Records>
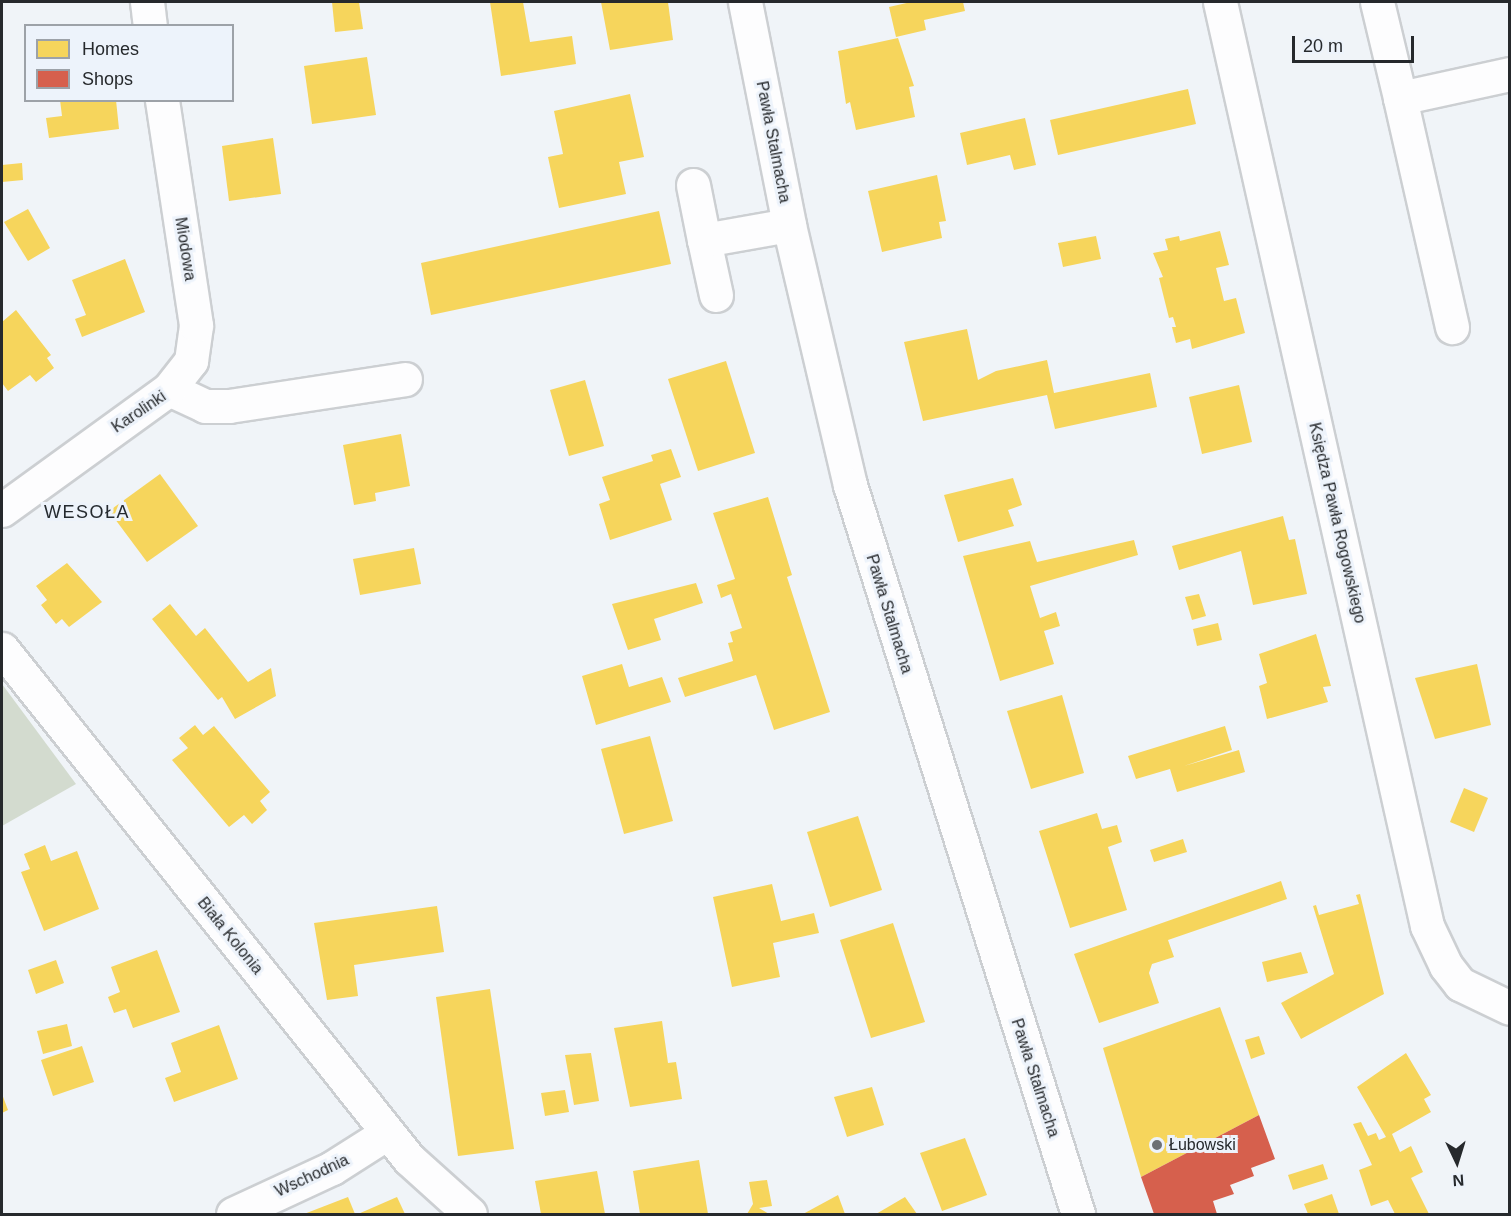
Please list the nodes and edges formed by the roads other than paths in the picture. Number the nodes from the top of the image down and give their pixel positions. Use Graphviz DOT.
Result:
graph roads {
  1 [pos="147,2"];
  2 [pos="745,2"];
  3 [pos="1220,2"];
  4 [pos="1377,2"];
  5 [pos="150,24"];
  6 [pos="1509,74"];
  7 [pos="1400,99"];
  8 [pos="162,102"];
  9 [pos="693,185"];
  10 [pos="789,225"];
  11 [pos="704,240"];
  12 [pos="716,295"];
  13 [pos="1452,327"];
  14 [pos="405,379"];
  15 [pos="169,389"];
  16 [pos="2,510"];
  17 [pos="2,649"];
  18 [pos="1509,1008"];
  19 [pos="387,1133"];
  20 [pos="233,1215"];
  21 [pos="470,1215"];
  22 [pos="1078,1215"];
  1 -- 5 [label="street"];
  2 -- 10 [label="street, Pawła Stalmacha"];
  3 -- 18 [label="street, Księdza Pawła Rogowskiego"];
  4 -- 7 [label="street"];
  6 -- 7 [label="street"];
  7 -- 13 [label="street"];
  8 -- 15 [label="street, Miodowa"];
  9 -- 11 [label="street"];
  10 -- 11 [label="street"];
  10 -- 22 [label="street, Pawła Stalmacha"];
  11 -- 12 [label="street"];
  14 -- 15 [label="street, Karolinki"];
  15 -- 16 [label="street, Karolinki"];
  17 -- 19 [label="street, Biała Kolonia"];
  19 -- 20 [label="street, Wschodnia"];
  19 -- 21 [label="street, Biała Kolonia"];
}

What is being asked>
Aside from the pictures, repeat the listing exactly.

Worked solution>
Please list the nodes and edges formed by the roads other than paths in the picture. Number the nodes from the top of the image down and give their pixel positions. Use Graphviz DOT.
Result:
graph roads {
  1 [pos="147,2"];
  2 [pos="745,2"];
  3 [pos="1220,2"];
  4 [pos="1377,2"];
  5 [pos="150,24"];
  6 [pos="1509,74"];
  7 [pos="1400,99"];
  8 [pos="162,102"];
  9 [pos="693,185"];
  10 [pos="789,225"];
  11 [pos="704,240"];
  12 [pos="716,295"];
  13 [pos="1452,327"];
  14 [pos="405,379"];
  15 [pos="169,389"];
  16 [pos="2,510"];
  17 [pos="2,649"];
  18 [pos="1509,1008"];
  19 [pos="387,1133"];
  20 [pos="233,1215"];
  21 [pos="470,1215"];
  22 [pos="1078,1215"];
  1 -- 5 [label="street"];
  2 -- 10 [label="street, Pawła Stalmacha"];
  3 -- 18 [label="street, Księdza Pawła Rogowskiego"];
  4 -- 7 [label="street"];
  6 -- 7 [label="street"];
  7 -- 13 [label="street"];
  8 -- 15 [label="street, Miodowa"];
  9 -- 11 [label="street"];
  10 -- 11 [label="street"];
  10 -- 22 [label="street, Pawła Stalmacha"];
  11 -- 12 [label="street"];
  14 -- 15 [label="street, Karolinki"];
  15 -- 16 [label="street, Karolinki"];
  17 -- 19 [label="street, Biała Kolonia"];
  19 -- 20 [label="street, Wschodnia"];
  19 -- 21 [label="street, Biała Kolonia"];
}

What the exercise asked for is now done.